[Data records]
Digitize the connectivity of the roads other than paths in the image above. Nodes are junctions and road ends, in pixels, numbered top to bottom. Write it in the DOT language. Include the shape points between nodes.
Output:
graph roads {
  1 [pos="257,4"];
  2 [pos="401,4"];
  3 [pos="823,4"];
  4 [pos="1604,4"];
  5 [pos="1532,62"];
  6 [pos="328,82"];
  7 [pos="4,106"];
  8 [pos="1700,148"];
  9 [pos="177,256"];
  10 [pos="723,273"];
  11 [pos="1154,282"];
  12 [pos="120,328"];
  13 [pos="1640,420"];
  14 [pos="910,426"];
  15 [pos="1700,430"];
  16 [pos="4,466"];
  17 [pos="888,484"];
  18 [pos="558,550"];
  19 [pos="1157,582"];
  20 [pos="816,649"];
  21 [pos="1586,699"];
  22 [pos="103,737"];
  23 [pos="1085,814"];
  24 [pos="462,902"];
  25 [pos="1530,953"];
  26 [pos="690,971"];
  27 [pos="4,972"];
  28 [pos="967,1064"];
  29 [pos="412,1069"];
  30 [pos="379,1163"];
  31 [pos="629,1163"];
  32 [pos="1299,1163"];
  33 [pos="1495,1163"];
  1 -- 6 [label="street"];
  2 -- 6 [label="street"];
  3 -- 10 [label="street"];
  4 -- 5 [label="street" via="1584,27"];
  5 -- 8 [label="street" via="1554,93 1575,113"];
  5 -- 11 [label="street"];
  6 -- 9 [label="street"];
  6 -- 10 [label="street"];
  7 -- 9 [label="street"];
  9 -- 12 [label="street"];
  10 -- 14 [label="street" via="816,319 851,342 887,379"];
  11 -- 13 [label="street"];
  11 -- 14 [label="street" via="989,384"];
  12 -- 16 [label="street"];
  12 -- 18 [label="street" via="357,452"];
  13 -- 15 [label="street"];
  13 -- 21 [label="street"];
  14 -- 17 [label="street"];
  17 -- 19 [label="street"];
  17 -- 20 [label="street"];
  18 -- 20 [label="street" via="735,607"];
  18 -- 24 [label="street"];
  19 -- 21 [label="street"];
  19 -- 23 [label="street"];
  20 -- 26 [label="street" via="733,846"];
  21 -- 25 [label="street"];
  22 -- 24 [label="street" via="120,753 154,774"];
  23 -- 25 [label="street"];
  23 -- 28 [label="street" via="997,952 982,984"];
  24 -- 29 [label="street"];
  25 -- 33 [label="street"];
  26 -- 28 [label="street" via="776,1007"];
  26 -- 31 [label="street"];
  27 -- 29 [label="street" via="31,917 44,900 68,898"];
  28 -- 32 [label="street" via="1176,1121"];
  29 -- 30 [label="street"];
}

*Task objective*:
From the data, collect all lines where the string "roads" appears.

*Exercise output*:
Digitize the connectivity of the roads other than paths in the image above. Nodes are junctions and road ends, in pixels, numbered top to bottom. Write it in the DOT language. Include the shape points between nodes.
graph roads {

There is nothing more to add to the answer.